Iraq to spend billions on nuclear power in next decade
BAGHDAD - Iraq, which suffers chronic electricity shortages, wants to construct eight nuclear power reactors by 2030 in order to reduce its external energy dependence, an official said Tuesday.
The country currently uses electricity and gas imports from neighbouring Iran to generate around a third of its electricity.
“By 2030-2031, we want to produce 25 percent of our electricity needs through nuclear power,” said Kamal Latif, head of the Iraqi Radioactive Sources Regulatory Authority.
Nuclear power “is cheaper and available every day of the year, unlike solar or other renewable energies,” he added.
Latif said that negotiations currently underway with “Russian, Korean, Chinese, American and French” companies could lead to the “signature” of a deal by year-end.
He declined to comment on reports that put the cost of the new reactors at $40 billion, only saying Iraq would negotiate payment facilities “over 20 years, with the possibility of low-interest loans”.
The Russian company Rosatom, quoted by the TASS news agency, said it was discussing with Iraq “the whole agenda of possible cooperation on energy and non-energy applications of nuclear technologies for peaceful purposes”.
Experts believe that rather than going nuclear, Iraq should instead renovate its infrastructure, as it loses up to half of all electricity generated during its distribution and transmission due to outdated circuits.
Severe power cuts and rolling blackouts are now the norm in the country. A power generation and distribution system still recovering from the impact on its infrastructure of the 2003 US-led invasion and subsequent violence, was hit again between 2014 and 2018 by Islamic State terrorists. Billions of dollars in further damage was inflicted on around a fifth of the already-dilapidated electricity infrastructure, causing a loss of seven gigawatts in generation and transmission capacity.
Iraq currently produces some 18.4 gigawatts of power, 1.2 gigawatts of which come from Iran.
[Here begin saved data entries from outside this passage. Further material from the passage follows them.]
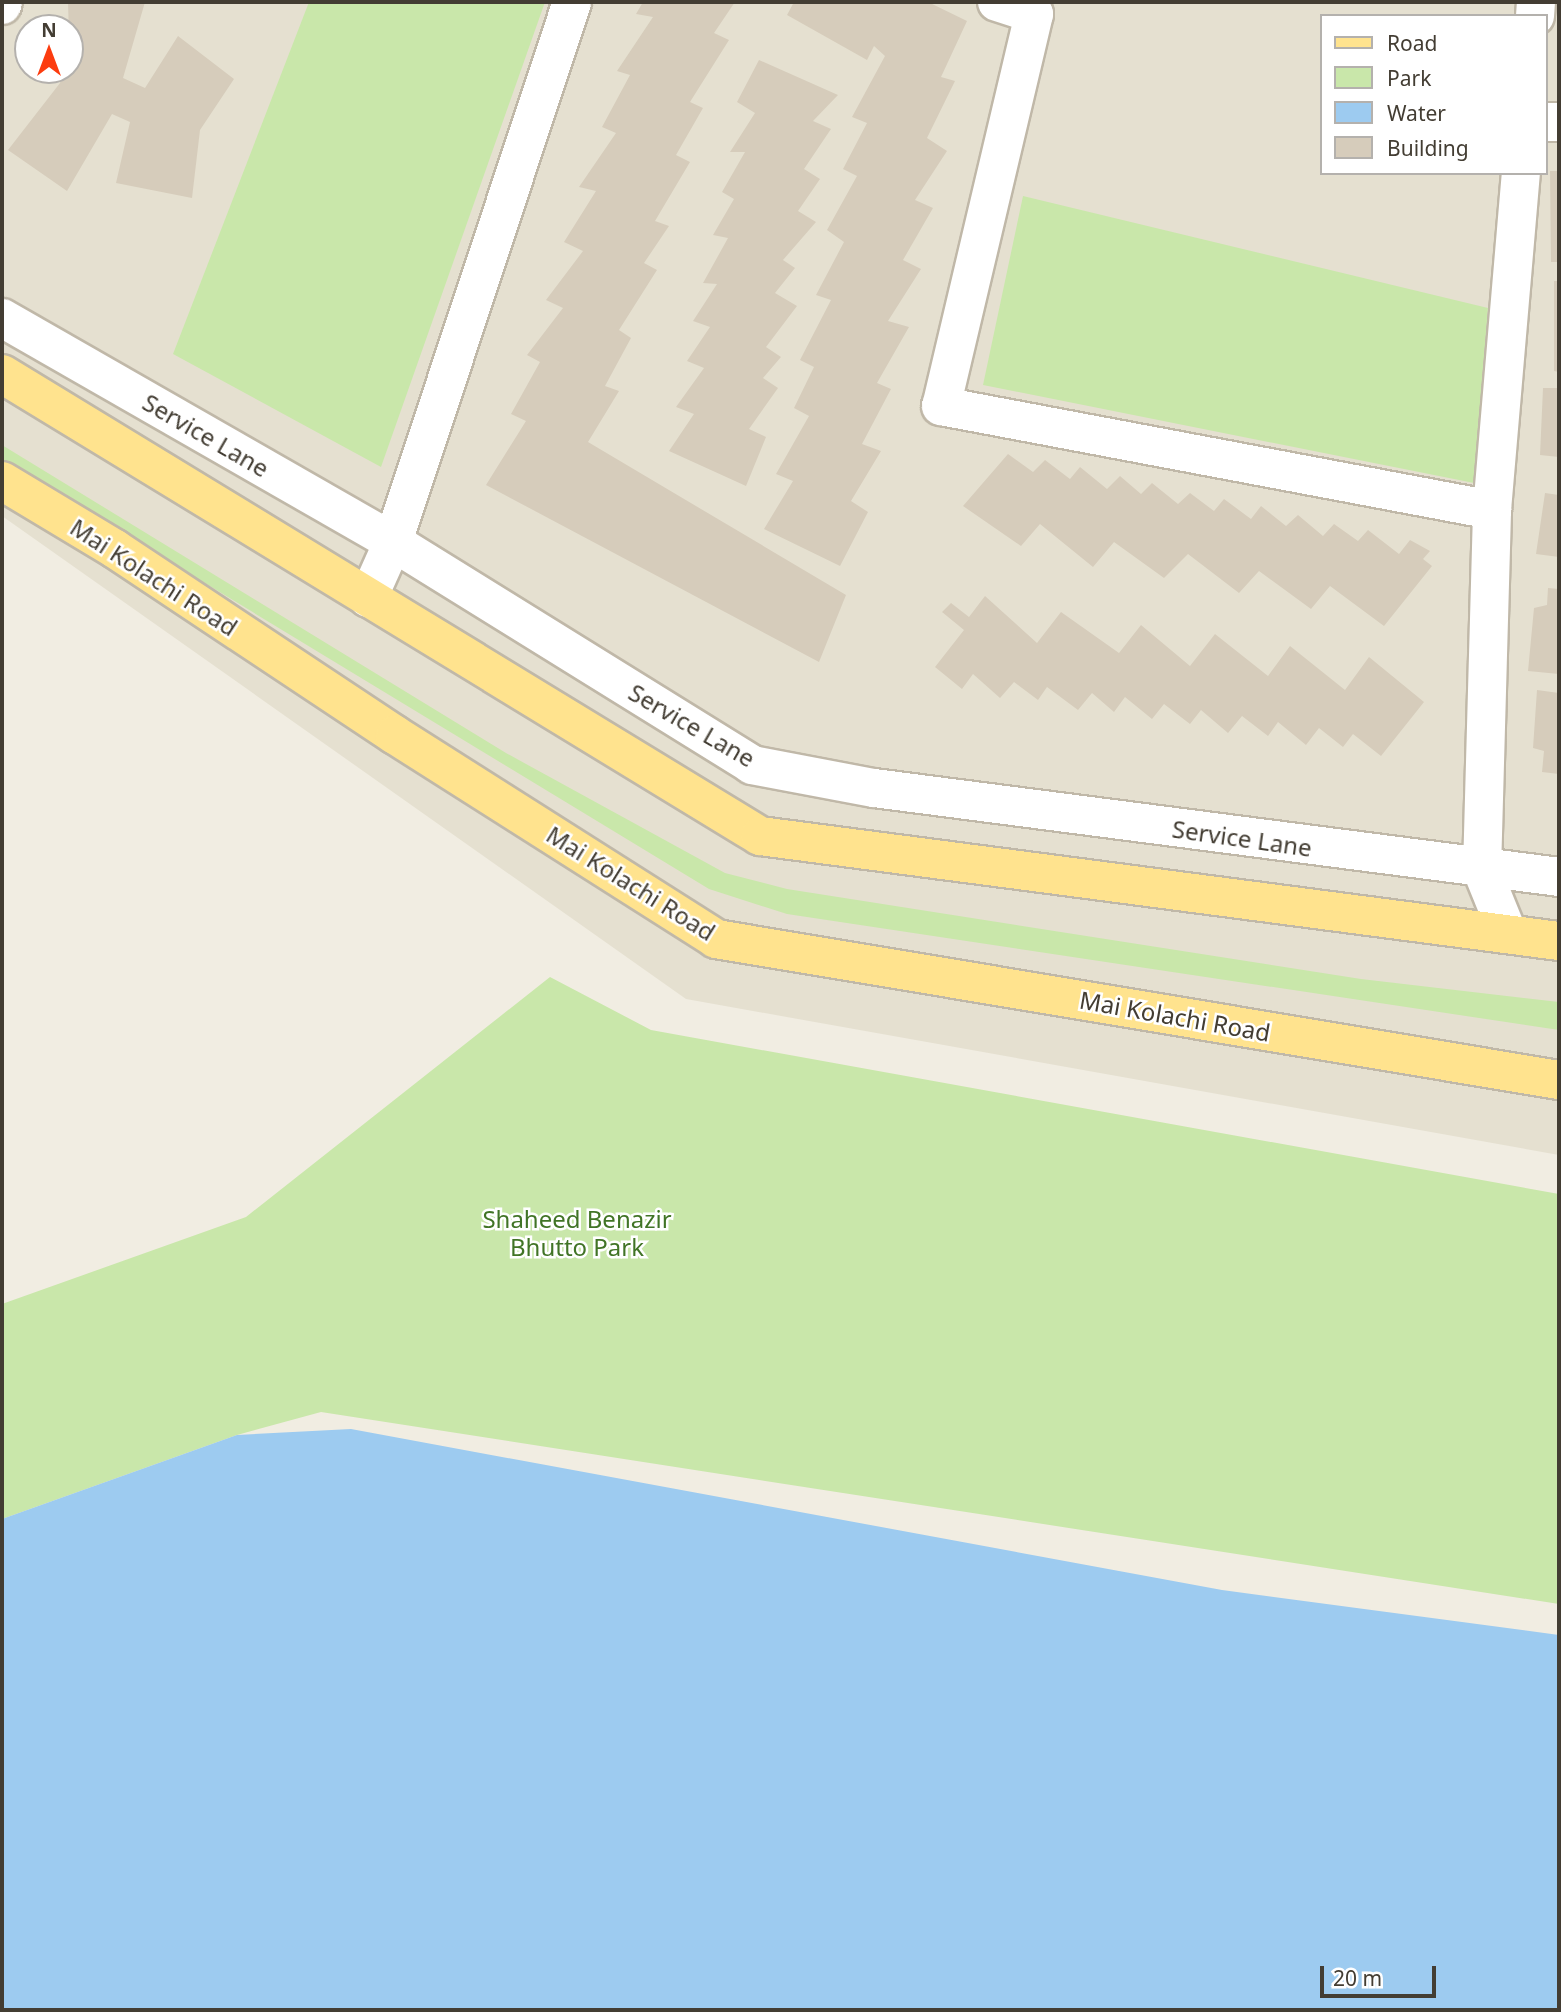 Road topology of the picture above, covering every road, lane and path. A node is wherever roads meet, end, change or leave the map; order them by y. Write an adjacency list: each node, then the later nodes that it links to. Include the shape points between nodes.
1 (572, 2): 8 (street)
2 (997, 2): 7 (street, via 1034,14 941,406)
3 (1521, 175): 7 (street)
4 (2, 318): 8 (street, Service Lane)
5 (2, 374): 9 (main road)
6 (2, 481): 14 (main road, Mai Kolachi Road, via 115,549 395,735 716,939)
7 (1492, 510): 10 (street)
8 (393, 541): 9 (street); 10 (street, Service Lane, via 752,765 874,788)
9 (368, 598): 12 (main road, via 760,836)
10 (1482, 870): 11 (street, Service Lane); 12 (street)
11 (1559, 877)
12 (1508, 934): 13 (main road)
13 (1559, 941)
14 (1559, 1080) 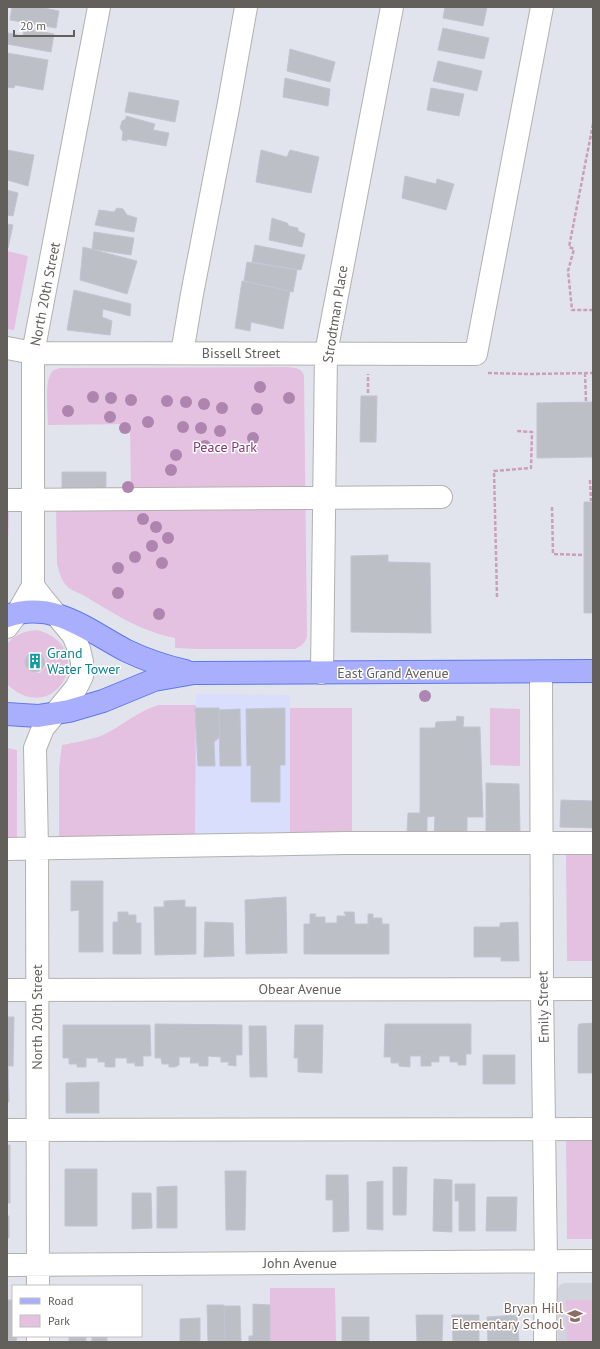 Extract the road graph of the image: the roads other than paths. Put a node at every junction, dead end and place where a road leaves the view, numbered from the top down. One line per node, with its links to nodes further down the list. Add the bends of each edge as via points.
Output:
1 (99, 7): 6 (street, North 20th Street)
2 (246, 7): 7 (street)
3 (392, 7): 8 (street, Strodtman Place)
4 (542, 7): 8 (street, Bissell Street, via 476,354)
5 (7, 348): 6 (street, Bissell Street)
6 (33, 352): 7 (street, Bissell Street); 12 (street, North 20th Street)
7 (182, 353): 8 (street, Bissell Street)
8 (326, 353): 10 (street, Strodtman Place)
9 (441, 497): 10 (street)
10 (324, 498): 12 (street); 19 (street, Strodtman Place)
11 (7, 500): 12 (street)
12 (33, 500): 13 (street, North 20th Street)
13 (33, 586): 14 (street, North 20th Street); 15 (street, North 20th Street)
14 (56, 614): 15 (main road, East Grand Avenue, via 37,611); 18 (main road, East Grand Avenue, via 77,622 127,651 156,664); 21 (street, North 20th Street, via 73,634 82,662 82,676 76,688)
15 (11, 618)
16 (593, 671): 17 (main road, East Grand Avenue)
17 (541, 672): 19 (main road, East Grand Avenue); 23 (street, Emily Street)
18 (194, 673): 19 (main road, East Grand Avenue); 21 (main road, East Grand Avenue, via 154,680 103,701)
19 (322, 673)
20 (9, 713): 21 (main road, East Grand Avenue, via 38,716); 22 (street, North 20th Street, via 25,730)
21 (54, 714): 22 (street, North 20th Street, via 42,728)
22 (35, 748): 25 (street, North 20th Street)
23 (542, 843): 24 (street); 25 (street); 28 (street, Emily Street)
24 (593, 843)
25 (37, 848): 26 (street); 27 (street, North 20th Street)
26 (7, 849)
27 (37, 989): 28 (street, Obear Avenue); 30 (street, Obear Avenue); 34 (street, North 20th Street)
28 (542, 989): 29 (street, Obear Avenue); 31 (street, Emily Street)
29 (593, 989)
30 (7, 990)
31 (544, 1129): 32 (street); 34 (street); 35 (street, Emily Street)
32 (593, 1129)
33 (7, 1130): 34 (street)
34 (37, 1130): 38 (street, North 20th Street)
35 (546, 1261): 36 (street, John Avenue); 38 (street, John Avenue); 39 (street, Emily Street)
36 (593, 1261)
37 (7, 1265): 38 (street, John Avenue)
38 (38, 1276)
39 (545, 1342) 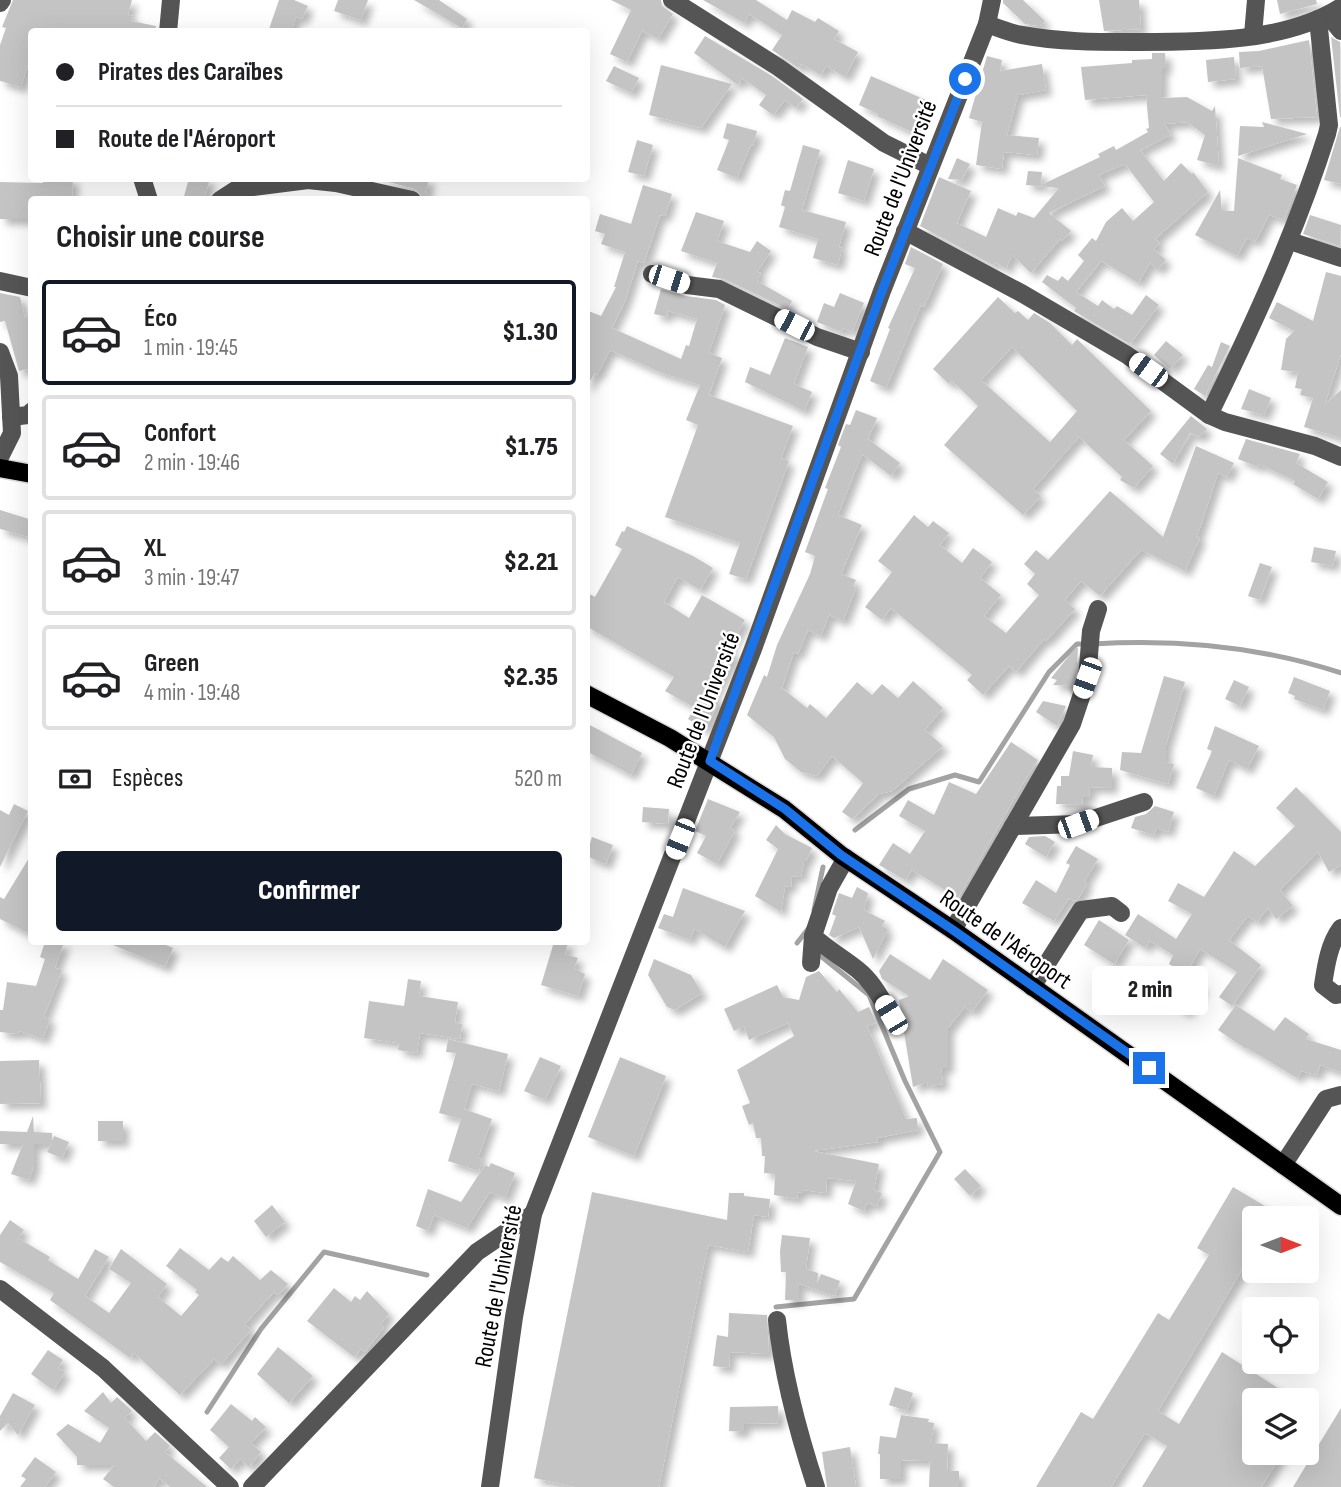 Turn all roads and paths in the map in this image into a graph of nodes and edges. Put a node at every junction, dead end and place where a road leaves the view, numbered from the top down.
1 (171, 0) edge
2 (671, 0) edge
3 (992, 0) edge
4 (1256, 0) edge
5 (1329, 13) edge
6 (986, 24) junction
7 (168, 28) edge
8 (1341, 31) edge
9 (1253, 35) junction
10 (930, 166) junction
11 (292, 182) edge
12 (327, 182) edge
13 (226, 196) edge
14 (394, 196) edge
15 (905, 231) junction
16 (1290, 241) junction
17 (1341, 258) edge
18 (652, 274) dead end
19 (0, 281) edge
20 (28, 287) edge
21 (0, 352) edge
22 (861, 352) junction
23 (28, 414) edge
24 (1209, 415) junction
25 (11, 417) junction
26 (0, 457) edge
27 (1341, 457) edge
28 (0, 468) edge
29 (28, 473) edge
30 (1098, 609) dead end
31 (590, 696) edge
32 (710, 761) junction
33 (1143, 802) dead end
34 (1013, 826) junction
35 (846, 858) junction
36 (1121, 914) dead end
37 (1341, 928) edge
38 (953, 930) junction
39 (813, 936) junction
40 (811, 963) dead end
41 (1032, 987) junction
42 (1341, 994) edge
43 (891, 1015) dead end
44 (1341, 1095) edge
45 (1283, 1165) junction
46 (1341, 1206) edge
47 (533, 1214) junction
48 (0, 1289) edge
49 (777, 1320) dead end
50 (230, 1487) edge
51 (252, 1487) edge
52 (490, 1487) edge
53 (816, 1487) edge

1 - 7 street
2 - 10 street
3 - 6 street, Route de l'Université
4 - 9 street
5 - 8 street
5 - 9 street
5 - 16 street
6 - 9 street
6 - 10 street, Route de l'Université
10 - 15 street, Route de l'Université
11 - 13 street
12 - 14 street
15 - 22 street, Route de l'Université
15 - 24 street
16 - 17 street
16 - 24 street
18 - 22 street
19 - 20 street
21 - 25 street
22 - 32 street, Route de l'Université
23 - 25 street
24 - 27 street
25 - 26 street
28 - 29 main road
30 - 34 street
31 - 32 main road, Route de l'Aéroport
32 - 35 main road, Route de l'Aéroport
32 - 47 street, Route de l'Université
33 - 34 street
34 - 38 street
35 - 38 main road, Route de l'Aéroport
35 - 39 street
36 - 41 street
37 - 42 street
38 - 41 main road, Route de l'Aéroport
39 - 40 street
39 - 43 street
41 - 45 main road, Route de l'Aéroport
44 - 45 street
45 - 46 main road, Route de l'Aéroport
47 - 51 street
47 - 52 street, Route de l'Université
48 - 50 street
49 - 53 street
With additional capacity, during the summer output could rise to 22 gigawatts but that is far short of the normal demand of around 30 gigawatts.
“Power shortages have inflamed public anger, sparking mass protests across southern Iraq, particularly in the Basra province” said the Georgetown Journal of International Affairs in a study produced early last year. “With high unemployment, perception of widespread corruption and poor access to public services, the provision of electricity has become a lightning rod for people’s discontent towards their country’s inept governance”.
Iraq, the second largest producer in the OPEC oil cartel, has already announced a multi-year plan to capture natural gas that it currently flares off at well heads, at an estimated loss of $2.5 billion a year, according to the World Bank.
In order to upgrade its energy infrastructure, Iraq has signed memorandums of understanding with Germany’s Siemens and the US’s General Electric, but no projects have yet got under way.